Pourtant, ces géants qui se portent très bien
n’ont jamais contribué financièrement pour dédommager les finances publiques
des frais engagés dans les EPN. Bien au contraire :
-
Certaines de ces sociétés réalisent des bénéfices
substantiels en France … mais n’y payent pas d’impôts (cf
Martin Untersinger,
Les astuces anti-impôts des géants du numérique,
Rue89, 27/11/2012). -
L’argument selon lequel les investissements
publics dans le numérique contribuent au développement économique, en
particulier la création d’emplois, ne tient pas debout. La majorité des emplois
créés par ces grands groupes le sont à l’étranger. Lorsqu’ils sont créés en
France, c’est plutôt en région parisienne (cf le projet
« Paris capitale numérique ») ou dans quelques grandes villes, et
non pas sur les territoires qui contribuent le plus à financer les EPN de
proximité.
La politique numérique du gouvernement actuel, se
distingue sur ces aspects très peu de celle du gouvernement précédent. Le
refrain est connu : privatiser les bénéfices et socialiser les pertes !
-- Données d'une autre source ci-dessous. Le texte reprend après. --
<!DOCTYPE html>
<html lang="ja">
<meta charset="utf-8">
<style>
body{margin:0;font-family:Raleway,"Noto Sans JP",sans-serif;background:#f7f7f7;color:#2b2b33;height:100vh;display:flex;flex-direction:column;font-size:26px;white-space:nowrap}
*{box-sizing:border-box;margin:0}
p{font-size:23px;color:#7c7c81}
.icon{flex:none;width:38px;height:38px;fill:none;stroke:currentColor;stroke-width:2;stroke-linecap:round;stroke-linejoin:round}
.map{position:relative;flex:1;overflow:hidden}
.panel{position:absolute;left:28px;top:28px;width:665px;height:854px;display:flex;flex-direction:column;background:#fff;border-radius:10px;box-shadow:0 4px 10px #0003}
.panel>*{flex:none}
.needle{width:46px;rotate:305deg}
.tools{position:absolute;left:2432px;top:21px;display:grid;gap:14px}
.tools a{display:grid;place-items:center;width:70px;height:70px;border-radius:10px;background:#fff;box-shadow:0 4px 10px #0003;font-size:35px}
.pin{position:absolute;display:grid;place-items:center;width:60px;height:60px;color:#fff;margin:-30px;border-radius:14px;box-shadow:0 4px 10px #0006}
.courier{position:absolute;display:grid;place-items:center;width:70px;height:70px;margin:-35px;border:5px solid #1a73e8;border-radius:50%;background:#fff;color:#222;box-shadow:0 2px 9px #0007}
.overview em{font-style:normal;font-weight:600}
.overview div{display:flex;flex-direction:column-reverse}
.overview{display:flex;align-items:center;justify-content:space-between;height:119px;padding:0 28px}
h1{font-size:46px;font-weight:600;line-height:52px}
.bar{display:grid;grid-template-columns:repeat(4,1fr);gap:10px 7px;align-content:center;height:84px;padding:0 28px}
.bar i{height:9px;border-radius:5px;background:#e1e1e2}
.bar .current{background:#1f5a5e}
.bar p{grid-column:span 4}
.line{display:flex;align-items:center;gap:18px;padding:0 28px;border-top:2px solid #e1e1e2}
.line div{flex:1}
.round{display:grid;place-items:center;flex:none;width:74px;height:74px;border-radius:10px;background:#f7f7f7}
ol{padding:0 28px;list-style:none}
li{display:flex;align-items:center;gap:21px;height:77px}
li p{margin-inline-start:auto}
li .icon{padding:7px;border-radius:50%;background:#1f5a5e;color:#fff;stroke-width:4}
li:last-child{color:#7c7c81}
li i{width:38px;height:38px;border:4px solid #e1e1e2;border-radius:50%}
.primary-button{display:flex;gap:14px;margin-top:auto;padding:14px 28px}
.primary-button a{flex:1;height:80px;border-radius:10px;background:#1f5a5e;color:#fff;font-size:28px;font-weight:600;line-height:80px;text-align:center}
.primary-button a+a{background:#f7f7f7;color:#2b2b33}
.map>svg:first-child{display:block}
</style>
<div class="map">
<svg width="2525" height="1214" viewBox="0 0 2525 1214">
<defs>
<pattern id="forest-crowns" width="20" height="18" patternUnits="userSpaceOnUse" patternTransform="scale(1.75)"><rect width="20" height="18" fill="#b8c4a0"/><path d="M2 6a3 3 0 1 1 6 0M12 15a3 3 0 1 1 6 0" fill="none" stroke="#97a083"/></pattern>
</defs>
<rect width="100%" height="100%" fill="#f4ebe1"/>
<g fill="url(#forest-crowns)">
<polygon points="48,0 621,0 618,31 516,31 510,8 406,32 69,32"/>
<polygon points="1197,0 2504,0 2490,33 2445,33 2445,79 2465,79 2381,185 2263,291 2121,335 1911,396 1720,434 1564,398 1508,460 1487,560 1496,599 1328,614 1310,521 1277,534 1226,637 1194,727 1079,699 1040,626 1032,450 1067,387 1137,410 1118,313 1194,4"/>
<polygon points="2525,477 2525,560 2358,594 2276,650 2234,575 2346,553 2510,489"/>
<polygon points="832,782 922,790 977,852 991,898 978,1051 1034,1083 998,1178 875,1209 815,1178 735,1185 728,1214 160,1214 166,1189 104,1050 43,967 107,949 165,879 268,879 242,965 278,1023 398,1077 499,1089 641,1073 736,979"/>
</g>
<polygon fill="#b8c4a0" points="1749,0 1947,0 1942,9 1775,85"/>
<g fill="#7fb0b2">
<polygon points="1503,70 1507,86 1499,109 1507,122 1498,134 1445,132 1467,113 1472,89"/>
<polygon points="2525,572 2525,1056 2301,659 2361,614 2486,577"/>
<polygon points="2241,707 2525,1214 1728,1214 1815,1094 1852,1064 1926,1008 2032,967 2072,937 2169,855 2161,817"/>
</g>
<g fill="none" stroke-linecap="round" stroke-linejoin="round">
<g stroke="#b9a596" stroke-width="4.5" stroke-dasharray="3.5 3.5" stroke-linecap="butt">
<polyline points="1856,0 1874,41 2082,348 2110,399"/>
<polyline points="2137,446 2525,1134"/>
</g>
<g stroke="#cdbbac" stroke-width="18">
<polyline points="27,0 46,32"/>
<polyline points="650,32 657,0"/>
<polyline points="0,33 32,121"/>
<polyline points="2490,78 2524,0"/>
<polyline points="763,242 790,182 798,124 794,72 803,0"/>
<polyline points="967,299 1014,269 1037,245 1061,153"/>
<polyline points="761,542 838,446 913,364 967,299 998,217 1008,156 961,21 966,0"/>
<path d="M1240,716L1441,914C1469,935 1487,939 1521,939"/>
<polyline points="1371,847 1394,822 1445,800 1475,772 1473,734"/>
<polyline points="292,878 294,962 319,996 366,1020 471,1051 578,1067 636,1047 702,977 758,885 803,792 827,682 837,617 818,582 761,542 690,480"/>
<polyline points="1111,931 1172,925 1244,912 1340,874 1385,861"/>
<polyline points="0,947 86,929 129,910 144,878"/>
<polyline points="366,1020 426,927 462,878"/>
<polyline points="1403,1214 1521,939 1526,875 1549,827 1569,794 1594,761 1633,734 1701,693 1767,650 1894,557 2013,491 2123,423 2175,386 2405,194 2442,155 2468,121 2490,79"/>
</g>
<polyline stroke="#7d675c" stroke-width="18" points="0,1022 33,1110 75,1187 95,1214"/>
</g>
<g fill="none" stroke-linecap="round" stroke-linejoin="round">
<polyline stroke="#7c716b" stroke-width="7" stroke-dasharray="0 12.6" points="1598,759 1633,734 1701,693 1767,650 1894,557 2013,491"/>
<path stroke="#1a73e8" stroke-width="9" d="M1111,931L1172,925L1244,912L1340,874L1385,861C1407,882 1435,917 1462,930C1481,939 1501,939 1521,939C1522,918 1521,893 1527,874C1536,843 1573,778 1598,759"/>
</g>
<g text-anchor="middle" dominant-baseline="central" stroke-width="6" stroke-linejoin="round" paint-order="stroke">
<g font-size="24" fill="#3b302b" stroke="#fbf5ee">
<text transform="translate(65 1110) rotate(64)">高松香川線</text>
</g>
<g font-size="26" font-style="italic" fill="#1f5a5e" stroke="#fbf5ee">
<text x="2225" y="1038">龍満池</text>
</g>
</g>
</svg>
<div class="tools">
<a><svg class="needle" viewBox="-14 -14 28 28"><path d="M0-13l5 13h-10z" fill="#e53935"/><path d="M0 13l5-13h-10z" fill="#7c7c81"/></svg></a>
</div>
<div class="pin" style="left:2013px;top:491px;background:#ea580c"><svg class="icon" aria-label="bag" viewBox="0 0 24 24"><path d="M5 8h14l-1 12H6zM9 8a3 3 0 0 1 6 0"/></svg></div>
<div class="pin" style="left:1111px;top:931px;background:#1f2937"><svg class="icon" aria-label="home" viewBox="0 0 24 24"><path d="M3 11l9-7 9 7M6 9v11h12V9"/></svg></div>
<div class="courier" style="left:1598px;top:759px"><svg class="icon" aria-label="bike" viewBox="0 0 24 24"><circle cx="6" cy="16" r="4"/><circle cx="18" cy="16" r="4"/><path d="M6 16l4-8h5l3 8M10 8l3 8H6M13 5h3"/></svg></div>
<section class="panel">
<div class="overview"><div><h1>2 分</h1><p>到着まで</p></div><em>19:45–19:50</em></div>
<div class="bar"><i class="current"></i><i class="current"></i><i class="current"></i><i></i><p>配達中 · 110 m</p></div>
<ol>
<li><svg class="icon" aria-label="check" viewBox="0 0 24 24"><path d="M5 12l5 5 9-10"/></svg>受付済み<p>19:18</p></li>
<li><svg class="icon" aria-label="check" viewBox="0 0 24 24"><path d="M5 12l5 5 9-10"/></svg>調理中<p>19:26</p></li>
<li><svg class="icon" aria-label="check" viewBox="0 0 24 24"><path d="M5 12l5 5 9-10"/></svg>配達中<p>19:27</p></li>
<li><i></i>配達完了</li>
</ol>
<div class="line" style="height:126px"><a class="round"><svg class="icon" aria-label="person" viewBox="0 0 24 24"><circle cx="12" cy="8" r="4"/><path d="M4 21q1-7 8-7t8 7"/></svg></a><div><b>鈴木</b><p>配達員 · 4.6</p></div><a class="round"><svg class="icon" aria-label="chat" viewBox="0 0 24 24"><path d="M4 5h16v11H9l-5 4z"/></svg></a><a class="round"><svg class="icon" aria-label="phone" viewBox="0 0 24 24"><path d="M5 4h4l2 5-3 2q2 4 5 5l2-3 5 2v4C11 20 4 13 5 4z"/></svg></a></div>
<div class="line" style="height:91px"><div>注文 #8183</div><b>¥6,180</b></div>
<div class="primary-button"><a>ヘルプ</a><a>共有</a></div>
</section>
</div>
Les collectivités supportent le coût de
l’accompagnement des usages des publics à faible pouvoir d’achat et la
possibilité d’un accès pour tous, à chaque fois que ce n’est pas économiquement
rentable pour les industriels. Mais lorsque l’heure est venue de répartir les
bénéfices, qui s’avèrent colossaux pour certains acteurs industriels, il n’y a
jamais de rétrocession pour services rendus.
Construire des partenariats équitables avec Pôle Emploi
Mais puisqu’il semble difficile à l’Etat de faire
payer Google, Apple, ou Amazon … commençons par balayer devant notre porte.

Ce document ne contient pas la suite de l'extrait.